As judge refuses to let her speak, Rasmea Odeh sentenced to deportation

August 27, 2017

Rasmea Odeh

Palestinian-American freedom fighter Rasmea Odeh made her final court appearance in Detroit on Aug. 17 to hear the sentence agreed upon earlier: removal from the U.S.

Odeh had hoped to make her final public statement before the court, but in another of many violations of the rights of this political activist, Judge Gershwin Drain suppressed her reading of the speech in his courtroom.

Some 150 supporters joined Odeh in Detroit for the hearing. The defense, prosecution and judge had already agreed in April to a plea agreement. Drain interrupted Odeh’s speech three separate times and even threatened to jail her for contempt of court.

According to the Rasmea Defense Committee, despite its insisting “for almost four years that the immigration case brought against her in October of 2013 was nothing but a pretext to attack the Palestine support movement in the U.S., Drain tried to protect Israel and the U.S. government from Rasmea’s brutal description of their crimes against her, her family and the Palestinian people as a whole.

“Forced to stop reading her statement, Rasmea ad-libbed: ‘I’m not a terrorist and my people are not terrorists. [The Israeli military] tortured me. They raped me. They destroyed my house. … I will raise my voice to say this: we have the right to struggle for our country.’

“And at a post-hearing press conference, she added, ‘Really, I feel angry because the judge didn’t allow me to [tell] my story … but we will continue to struggle for our cause. We will liberate our Palestine, all [of] Palestine.’

“Drain ended the proceedings by restating the agreed-upon sentence, which includes no further jail time, the revocation of Rasmea’s U.S. citizenship and deportation. He also fined her $1,000.”

On Aug. 12 in Chicago, a standing-room-only crowd of over 1,200 people packed the International Union of Operating Engineers hall in solidarity with Odeh.

Statement to the court

Below is part of Odeh’s statement, which can be found in full at tinyurl.com/ycbcr2b4.

On this court’s platform, I’m standing today to raise my voice on behalf of myself as a Palestinian woman and on behalf of all Palestinian people, whether under occupation, in refugee camps or scattered in exile across the world.

Honorable Judge Drain: First, I would like to clarify that my following message is not directed at you personally.

I am a Palestinian woman who was born into a family that had simple dreams and desires to live in peace and tranquility, far away from bombs, explosions, murder and displacement.

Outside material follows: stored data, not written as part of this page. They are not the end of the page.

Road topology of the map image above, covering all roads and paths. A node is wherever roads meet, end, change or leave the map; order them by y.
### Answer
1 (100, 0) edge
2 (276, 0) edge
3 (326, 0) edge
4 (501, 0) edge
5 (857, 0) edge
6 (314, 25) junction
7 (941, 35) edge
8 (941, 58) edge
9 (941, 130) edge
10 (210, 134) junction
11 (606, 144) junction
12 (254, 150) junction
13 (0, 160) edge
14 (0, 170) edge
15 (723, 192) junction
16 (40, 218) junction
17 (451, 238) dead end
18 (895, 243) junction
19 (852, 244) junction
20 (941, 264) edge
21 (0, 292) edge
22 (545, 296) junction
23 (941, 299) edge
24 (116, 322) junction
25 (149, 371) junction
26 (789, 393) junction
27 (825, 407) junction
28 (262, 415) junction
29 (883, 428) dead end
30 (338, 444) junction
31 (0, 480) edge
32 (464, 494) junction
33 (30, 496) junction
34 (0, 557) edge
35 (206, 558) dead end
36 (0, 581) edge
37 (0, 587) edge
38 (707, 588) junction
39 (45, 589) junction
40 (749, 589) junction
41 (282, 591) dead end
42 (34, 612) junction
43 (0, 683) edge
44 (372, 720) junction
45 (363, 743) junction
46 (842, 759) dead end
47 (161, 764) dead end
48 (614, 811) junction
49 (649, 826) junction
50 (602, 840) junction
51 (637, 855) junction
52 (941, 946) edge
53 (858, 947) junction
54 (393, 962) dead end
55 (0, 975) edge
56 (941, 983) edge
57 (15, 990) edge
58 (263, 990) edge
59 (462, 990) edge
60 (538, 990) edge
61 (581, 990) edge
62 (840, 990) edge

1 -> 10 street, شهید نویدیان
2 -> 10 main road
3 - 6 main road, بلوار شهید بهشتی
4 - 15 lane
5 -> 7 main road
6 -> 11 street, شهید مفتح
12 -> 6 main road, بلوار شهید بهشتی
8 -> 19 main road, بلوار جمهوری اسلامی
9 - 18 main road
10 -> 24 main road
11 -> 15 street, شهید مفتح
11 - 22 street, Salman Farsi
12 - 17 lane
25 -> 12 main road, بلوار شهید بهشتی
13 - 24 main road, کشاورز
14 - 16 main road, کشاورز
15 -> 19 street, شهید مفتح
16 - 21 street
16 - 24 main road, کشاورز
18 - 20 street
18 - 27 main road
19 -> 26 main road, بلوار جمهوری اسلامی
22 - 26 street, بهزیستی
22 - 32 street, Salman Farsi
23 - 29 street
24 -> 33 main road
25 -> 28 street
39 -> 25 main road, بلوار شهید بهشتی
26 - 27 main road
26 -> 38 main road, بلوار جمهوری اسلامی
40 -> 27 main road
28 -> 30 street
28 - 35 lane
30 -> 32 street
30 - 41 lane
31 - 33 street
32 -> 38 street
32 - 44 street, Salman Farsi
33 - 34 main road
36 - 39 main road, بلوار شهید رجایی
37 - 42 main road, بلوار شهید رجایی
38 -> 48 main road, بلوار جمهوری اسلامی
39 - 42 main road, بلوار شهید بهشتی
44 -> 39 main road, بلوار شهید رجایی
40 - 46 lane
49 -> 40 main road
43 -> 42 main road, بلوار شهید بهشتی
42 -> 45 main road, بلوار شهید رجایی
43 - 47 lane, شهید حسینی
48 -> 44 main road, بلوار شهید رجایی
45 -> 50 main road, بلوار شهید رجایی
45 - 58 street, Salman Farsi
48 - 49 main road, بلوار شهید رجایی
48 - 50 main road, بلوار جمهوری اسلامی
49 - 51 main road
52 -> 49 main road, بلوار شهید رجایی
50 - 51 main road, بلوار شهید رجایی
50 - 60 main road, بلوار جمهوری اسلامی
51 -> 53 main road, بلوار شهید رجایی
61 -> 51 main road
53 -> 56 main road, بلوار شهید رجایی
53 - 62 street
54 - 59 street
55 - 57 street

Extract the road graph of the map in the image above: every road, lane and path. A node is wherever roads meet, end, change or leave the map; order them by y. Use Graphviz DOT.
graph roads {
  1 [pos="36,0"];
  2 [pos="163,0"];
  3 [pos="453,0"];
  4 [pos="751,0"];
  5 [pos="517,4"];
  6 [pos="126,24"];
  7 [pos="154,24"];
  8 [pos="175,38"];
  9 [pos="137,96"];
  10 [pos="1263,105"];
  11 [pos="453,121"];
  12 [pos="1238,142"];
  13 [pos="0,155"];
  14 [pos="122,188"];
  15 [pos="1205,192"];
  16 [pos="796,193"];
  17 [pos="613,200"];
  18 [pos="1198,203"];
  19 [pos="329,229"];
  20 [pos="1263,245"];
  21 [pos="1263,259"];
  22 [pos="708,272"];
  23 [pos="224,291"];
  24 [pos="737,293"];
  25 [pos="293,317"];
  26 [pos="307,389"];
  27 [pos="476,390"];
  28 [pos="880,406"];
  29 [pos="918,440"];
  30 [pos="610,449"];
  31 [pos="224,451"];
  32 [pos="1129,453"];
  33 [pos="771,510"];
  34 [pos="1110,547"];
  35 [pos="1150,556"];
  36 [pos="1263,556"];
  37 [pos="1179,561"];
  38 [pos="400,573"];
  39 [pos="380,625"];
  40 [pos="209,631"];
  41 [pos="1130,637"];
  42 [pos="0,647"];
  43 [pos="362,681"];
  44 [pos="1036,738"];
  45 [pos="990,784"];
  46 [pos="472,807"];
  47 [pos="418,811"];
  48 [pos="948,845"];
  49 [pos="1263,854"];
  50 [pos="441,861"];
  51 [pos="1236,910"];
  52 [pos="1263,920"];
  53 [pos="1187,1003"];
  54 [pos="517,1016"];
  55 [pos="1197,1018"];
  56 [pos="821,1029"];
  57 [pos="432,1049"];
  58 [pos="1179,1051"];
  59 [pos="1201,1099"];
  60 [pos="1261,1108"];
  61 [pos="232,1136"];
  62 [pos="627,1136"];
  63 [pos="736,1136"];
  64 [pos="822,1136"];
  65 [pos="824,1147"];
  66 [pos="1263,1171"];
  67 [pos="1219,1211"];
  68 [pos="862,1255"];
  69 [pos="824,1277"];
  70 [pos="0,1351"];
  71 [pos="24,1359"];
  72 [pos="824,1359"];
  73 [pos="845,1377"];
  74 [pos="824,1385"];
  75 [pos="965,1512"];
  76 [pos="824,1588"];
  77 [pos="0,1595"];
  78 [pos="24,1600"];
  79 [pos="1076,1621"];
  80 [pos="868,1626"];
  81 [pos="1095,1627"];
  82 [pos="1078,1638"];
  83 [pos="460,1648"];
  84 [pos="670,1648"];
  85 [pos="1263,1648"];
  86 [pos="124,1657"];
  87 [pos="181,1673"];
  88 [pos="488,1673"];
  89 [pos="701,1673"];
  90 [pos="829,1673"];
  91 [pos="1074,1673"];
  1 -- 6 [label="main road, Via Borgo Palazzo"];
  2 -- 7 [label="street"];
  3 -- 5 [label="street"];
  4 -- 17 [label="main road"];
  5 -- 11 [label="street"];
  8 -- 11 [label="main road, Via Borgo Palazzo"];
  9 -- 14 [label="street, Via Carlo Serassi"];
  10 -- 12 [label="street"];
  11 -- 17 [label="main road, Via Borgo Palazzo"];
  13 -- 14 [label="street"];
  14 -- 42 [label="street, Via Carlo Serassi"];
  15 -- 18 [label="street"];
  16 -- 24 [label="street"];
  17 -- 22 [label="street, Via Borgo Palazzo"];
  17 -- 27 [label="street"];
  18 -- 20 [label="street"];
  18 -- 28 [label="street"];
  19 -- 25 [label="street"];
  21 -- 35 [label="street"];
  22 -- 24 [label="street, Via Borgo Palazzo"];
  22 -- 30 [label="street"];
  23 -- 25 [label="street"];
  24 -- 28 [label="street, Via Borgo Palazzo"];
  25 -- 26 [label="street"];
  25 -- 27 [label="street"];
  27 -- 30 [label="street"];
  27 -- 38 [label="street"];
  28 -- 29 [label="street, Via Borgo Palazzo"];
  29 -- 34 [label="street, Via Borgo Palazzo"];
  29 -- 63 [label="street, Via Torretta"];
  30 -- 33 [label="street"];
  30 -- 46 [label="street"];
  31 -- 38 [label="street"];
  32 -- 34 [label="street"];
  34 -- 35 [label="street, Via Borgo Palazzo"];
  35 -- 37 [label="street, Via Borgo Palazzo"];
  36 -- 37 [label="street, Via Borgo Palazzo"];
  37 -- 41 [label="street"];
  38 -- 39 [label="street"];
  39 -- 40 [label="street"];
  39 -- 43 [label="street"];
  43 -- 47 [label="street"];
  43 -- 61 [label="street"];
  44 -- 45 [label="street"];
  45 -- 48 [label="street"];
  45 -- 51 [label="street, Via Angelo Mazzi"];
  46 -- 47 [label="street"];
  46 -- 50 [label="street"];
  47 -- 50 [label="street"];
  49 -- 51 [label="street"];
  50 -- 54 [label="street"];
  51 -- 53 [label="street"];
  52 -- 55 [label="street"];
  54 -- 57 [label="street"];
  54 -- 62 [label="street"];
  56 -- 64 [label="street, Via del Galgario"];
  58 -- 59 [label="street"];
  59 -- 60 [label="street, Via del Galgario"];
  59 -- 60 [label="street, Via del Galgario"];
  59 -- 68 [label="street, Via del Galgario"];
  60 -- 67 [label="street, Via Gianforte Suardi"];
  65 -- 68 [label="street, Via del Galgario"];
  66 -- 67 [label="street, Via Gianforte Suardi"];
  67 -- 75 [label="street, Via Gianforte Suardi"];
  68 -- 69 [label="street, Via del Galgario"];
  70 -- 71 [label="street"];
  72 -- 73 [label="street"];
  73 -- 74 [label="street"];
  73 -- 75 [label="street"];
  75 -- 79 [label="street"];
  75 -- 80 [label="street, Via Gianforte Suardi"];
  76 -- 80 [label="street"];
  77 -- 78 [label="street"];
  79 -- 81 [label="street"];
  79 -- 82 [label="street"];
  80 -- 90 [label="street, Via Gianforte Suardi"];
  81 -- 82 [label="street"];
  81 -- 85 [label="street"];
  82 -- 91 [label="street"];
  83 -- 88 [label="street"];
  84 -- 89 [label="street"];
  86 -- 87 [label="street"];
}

But those dreams turned into a nightmare at the hands of the Zionist Haganah gangs, whose crimes are hard to imagine. The Zionists committed massacres, killing children and the elderly without any consideration of human values. … They turned us into strangers in our own country, and pushed us into the inhumane conditions of refugee camps inside Palestine and other Arab countries. …

I personally experienced a harsh, unstable and terror-filled life in Palestine, like all my people under occupation. I was pushed off my land two separate times, my family home was destroyed twice, and my young sister was killed by the trauma of war. I was a political prisoner who was brutally tortured and raped by Israeli soldiers and prison authorities, and was almost killed more than once. …

Black-Palestinian unity and solidarity is at its absolute height in the U.S., because both peoples recognize that the racist nature of the U.S. government and the racist nature of Israel are the same.